### Task goal:
Extract the full listing below without altering a single character.

### Data for the task:
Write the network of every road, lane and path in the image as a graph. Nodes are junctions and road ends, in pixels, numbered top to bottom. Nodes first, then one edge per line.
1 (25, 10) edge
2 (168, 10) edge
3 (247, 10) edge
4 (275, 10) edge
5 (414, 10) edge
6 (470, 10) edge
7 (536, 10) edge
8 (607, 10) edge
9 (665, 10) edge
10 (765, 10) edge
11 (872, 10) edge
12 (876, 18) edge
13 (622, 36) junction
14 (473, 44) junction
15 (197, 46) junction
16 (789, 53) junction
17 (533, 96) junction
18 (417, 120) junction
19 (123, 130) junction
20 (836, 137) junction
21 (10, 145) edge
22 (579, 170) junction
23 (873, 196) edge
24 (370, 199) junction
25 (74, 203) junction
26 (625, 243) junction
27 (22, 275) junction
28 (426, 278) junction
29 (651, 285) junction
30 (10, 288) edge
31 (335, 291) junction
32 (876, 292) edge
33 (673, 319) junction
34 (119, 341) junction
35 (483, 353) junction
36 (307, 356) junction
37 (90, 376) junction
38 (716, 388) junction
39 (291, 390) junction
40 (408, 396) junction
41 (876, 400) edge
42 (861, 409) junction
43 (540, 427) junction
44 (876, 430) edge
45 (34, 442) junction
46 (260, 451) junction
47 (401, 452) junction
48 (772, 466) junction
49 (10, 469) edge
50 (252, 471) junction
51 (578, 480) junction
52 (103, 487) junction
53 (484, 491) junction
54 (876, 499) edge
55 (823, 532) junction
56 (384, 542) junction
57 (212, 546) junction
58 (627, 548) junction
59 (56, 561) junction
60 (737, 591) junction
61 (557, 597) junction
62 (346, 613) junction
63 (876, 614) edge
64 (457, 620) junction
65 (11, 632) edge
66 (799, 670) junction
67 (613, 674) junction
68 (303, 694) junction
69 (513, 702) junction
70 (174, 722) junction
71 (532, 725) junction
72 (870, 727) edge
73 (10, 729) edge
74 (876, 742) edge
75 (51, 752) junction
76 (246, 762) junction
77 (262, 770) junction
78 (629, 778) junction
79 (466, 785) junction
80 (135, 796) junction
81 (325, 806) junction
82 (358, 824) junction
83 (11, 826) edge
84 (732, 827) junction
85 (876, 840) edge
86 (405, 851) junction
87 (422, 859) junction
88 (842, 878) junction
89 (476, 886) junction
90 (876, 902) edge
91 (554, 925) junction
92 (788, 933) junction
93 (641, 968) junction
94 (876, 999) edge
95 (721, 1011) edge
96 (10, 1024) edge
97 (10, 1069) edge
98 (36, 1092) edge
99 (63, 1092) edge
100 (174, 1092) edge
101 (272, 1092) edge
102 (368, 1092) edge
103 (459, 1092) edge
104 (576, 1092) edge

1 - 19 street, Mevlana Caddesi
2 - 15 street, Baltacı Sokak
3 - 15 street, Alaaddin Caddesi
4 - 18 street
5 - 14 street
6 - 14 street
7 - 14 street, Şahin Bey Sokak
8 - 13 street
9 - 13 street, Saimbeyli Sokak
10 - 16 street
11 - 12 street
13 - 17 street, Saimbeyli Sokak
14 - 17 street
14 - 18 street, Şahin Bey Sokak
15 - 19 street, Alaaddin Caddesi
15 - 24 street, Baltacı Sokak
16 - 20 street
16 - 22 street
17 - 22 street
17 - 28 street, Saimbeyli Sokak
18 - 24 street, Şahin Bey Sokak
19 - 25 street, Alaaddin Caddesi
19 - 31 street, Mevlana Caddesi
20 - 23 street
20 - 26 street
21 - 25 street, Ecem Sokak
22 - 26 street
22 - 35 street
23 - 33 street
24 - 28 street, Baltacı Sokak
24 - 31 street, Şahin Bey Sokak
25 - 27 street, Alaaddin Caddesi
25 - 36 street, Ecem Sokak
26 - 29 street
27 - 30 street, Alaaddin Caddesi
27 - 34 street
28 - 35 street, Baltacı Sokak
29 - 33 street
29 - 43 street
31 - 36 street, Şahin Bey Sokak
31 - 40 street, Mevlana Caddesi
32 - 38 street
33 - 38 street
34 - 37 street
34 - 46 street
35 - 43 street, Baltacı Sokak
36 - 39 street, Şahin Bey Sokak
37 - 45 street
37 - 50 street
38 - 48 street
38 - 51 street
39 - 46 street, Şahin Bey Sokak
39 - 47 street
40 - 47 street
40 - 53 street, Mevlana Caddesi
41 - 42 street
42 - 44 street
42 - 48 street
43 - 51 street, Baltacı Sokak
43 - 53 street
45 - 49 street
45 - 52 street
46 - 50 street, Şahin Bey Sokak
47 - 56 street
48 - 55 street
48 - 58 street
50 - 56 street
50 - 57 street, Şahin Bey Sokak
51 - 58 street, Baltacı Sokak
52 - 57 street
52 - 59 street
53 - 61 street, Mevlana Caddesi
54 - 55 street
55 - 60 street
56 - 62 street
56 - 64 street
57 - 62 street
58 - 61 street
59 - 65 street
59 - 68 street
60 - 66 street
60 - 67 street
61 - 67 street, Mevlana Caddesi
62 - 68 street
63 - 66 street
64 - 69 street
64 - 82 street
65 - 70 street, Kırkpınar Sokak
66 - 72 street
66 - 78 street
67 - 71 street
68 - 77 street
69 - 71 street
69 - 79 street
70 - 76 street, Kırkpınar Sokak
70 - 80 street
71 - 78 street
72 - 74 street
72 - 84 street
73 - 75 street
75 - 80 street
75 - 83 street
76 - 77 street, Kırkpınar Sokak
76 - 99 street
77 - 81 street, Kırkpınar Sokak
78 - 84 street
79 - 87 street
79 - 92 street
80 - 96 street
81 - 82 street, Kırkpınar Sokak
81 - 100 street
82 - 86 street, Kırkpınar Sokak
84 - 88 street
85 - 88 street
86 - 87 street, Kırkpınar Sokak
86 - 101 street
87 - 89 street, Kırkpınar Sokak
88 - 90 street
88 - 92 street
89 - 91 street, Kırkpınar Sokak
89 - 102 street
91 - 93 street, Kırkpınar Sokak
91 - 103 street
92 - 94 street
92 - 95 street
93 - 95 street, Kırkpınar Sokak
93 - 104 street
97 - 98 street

### Task solution:
Write the network of every road, lane and path in the image as a graph. Nodes are junctions and road ends, in pixels, numbered top to bottom. Nodes first, then one edge per line.
1 (25, 10) edge
2 (168, 10) edge
3 (247, 10) edge
4 (275, 10) edge
5 (414, 10) edge
6 (470, 10) edge
7 (536, 10) edge
8 (607, 10) edge
9 (665, 10) edge
10 (765, 10) edge
11 (872, 10) edge
12 (876, 18) edge
13 (622, 36) junction
14 (473, 44) junction
15 (197, 46) junction
16 (789, 53) junction
17 (533, 96) junction
18 (417, 120) junction
19 (123, 130) junction
20 (836, 137) junction
21 (10, 145) edge
22 (579, 170) junction
23 (873, 196) edge
24 (370, 199) junction
25 (74, 203) junction
26 (625, 243) junction
27 (22, 275) junction
28 (426, 278) junction
29 (651, 285) junction
30 (10, 288) edge
31 (335, 291) junction
32 (876, 292) edge
33 (673, 319) junction
34 (119, 341) junction
35 (483, 353) junction
36 (307, 356) junction
37 (90, 376) junction
38 (716, 388) junction
39 (291, 390) junction
40 (408, 396) junction
41 (876, 400) edge
42 (861, 409) junction
43 (540, 427) junction
44 (876, 430) edge
45 (34, 442) junction
46 (260, 451) junction
47 (401, 452) junction
48 (772, 466) junction
49 (10, 469) edge
50 (252, 471) junction
51 (578, 480) junction
52 (103, 487) junction
53 (484, 491) junction
54 (876, 499) edge
55 (823, 532) junction
56 (384, 542) junction
57 (212, 546) junction
58 (627, 548) junction
59 (56, 561) junction
60 (737, 591) junction
61 (557, 597) junction
62 (346, 613) junction
63 (876, 614) edge
64 (457, 620) junction
65 (11, 632) edge
66 (799, 670) junction
67 (613, 674) junction
68 (303, 694) junction
69 (513, 702) junction
70 (174, 722) junction
71 (532, 725) junction
72 (870, 727) edge
73 (10, 729) edge
74 (876, 742) edge
75 (51, 752) junction
76 (246, 762) junction
77 (262, 770) junction
78 (629, 778) junction
79 (466, 785) junction
80 (135, 796) junction
81 (325, 806) junction
82 (358, 824) junction
83 (11, 826) edge
84 (732, 827) junction
85 (876, 840) edge
86 (405, 851) junction
87 (422, 859) junction
88 (842, 878) junction
89 (476, 886) junction
90 (876, 902) edge
91 (554, 925) junction
92 (788, 933) junction
93 (641, 968) junction
94 (876, 999) edge
95 (721, 1011) edge
96 (10, 1024) edge
97 (10, 1069) edge
98 (36, 1092) edge
99 (63, 1092) edge
100 (174, 1092) edge
101 (272, 1092) edge
102 (368, 1092) edge
103 (459, 1092) edge
104 (576, 1092) edge

1 - 19 street, Mevlana Caddesi
2 - 15 street, Baltacı Sokak
3 - 15 street, Alaaddin Caddesi
4 - 18 street
5 - 14 street
6 - 14 street
7 - 14 street, Şahin Bey Sokak
8 - 13 street
9 - 13 street, Saimbeyli Sokak
10 - 16 street
11 - 12 street
13 - 17 street, Saimbeyli Sokak
14 - 17 street
14 - 18 street, Şahin Bey Sokak
15 - 19 street, Alaaddin Caddesi
15 - 24 street, Baltacı Sokak
16 - 20 street
16 - 22 street
17 - 22 street
17 - 28 street, Saimbeyli Sokak
18 - 24 street, Şahin Bey Sokak
19 - 25 street, Alaaddin Caddesi
19 - 31 street, Mevlana Caddesi
20 - 23 street
20 - 26 street
21 - 25 street, Ecem Sokak
22 - 26 street
22 - 35 street
23 - 33 street
24 - 28 street, Baltacı Sokak
24 - 31 street, Şahin Bey Sokak
25 - 27 street, Alaaddin Caddesi
25 - 36 street, Ecem Sokak
26 - 29 street
27 - 30 street, Alaaddin Caddesi
27 - 34 street
28 - 35 street, Baltacı Sokak
29 - 33 street
29 - 43 street
31 - 36 street, Şahin Bey Sokak
31 - 40 street, Mevlana Caddesi
32 - 38 street
33 - 38 street
34 - 37 street
34 - 46 street
35 - 43 street, Baltacı Sokak
36 - 39 street, Şahin Bey Sokak
37 - 45 street
37 - 50 street
38 - 48 street
38 - 51 street
39 - 46 street, Şahin Bey Sokak
39 - 47 street
40 - 47 street
40 - 53 street, Mevlana Caddesi
41 - 42 street
42 - 44 street
42 - 48 street
43 - 51 street, Baltacı Sokak
43 - 53 street
45 - 49 street
45 - 52 street
46 - 50 street, Şahin Bey Sokak
47 - 56 street
48 - 55 street
48 - 58 street
50 - 56 street
50 - 57 street, Şahin Bey Sokak
51 - 58 street, Baltacı Sokak
52 - 57 street
52 - 59 street
53 - 61 street, Mevlana Caddesi
54 - 55 street
55 - 60 street
56 - 62 street
56 - 64 street
57 - 62 street
58 - 61 street
59 - 65 street
59 - 68 street
60 - 66 street
60 - 67 street
61 - 67 street, Mevlana Caddesi
62 - 68 street
63 - 66 street
64 - 69 street
64 - 82 street
65 - 70 street, Kırkpınar Sokak
66 - 72 street
66 - 78 street
67 - 71 street
68 - 77 street
69 - 71 street
69 - 79 street
70 - 76 street, Kırkpınar Sokak
70 - 80 street
71 - 78 street
72 - 74 street
72 - 84 street
73 - 75 street
75 - 80 street
75 - 83 street
76 - 77 street, Kırkpınar Sokak
76 - 99 street
77 - 81 street, Kırkpınar Sokak
78 - 84 street
79 - 87 street
79 - 92 street
80 - 96 street
81 - 82 street, Kırkpınar Sokak
81 - 100 street
82 - 86 street, Kırkpınar Sokak
84 - 88 street
85 - 88 street
86 - 87 street, Kırkpınar Sokak
86 - 101 street
87 - 89 street, Kırkpınar Sokak
88 - 90 street
88 - 92 street
89 - 91 street, Kırkpınar Sokak
89 - 102 street
91 - 93 street, Kırkpınar Sokak
91 - 103 street
92 - 94 street
92 - 95 street
93 - 95 street, Kırkpınar Sokak
93 - 104 street
97 - 98 street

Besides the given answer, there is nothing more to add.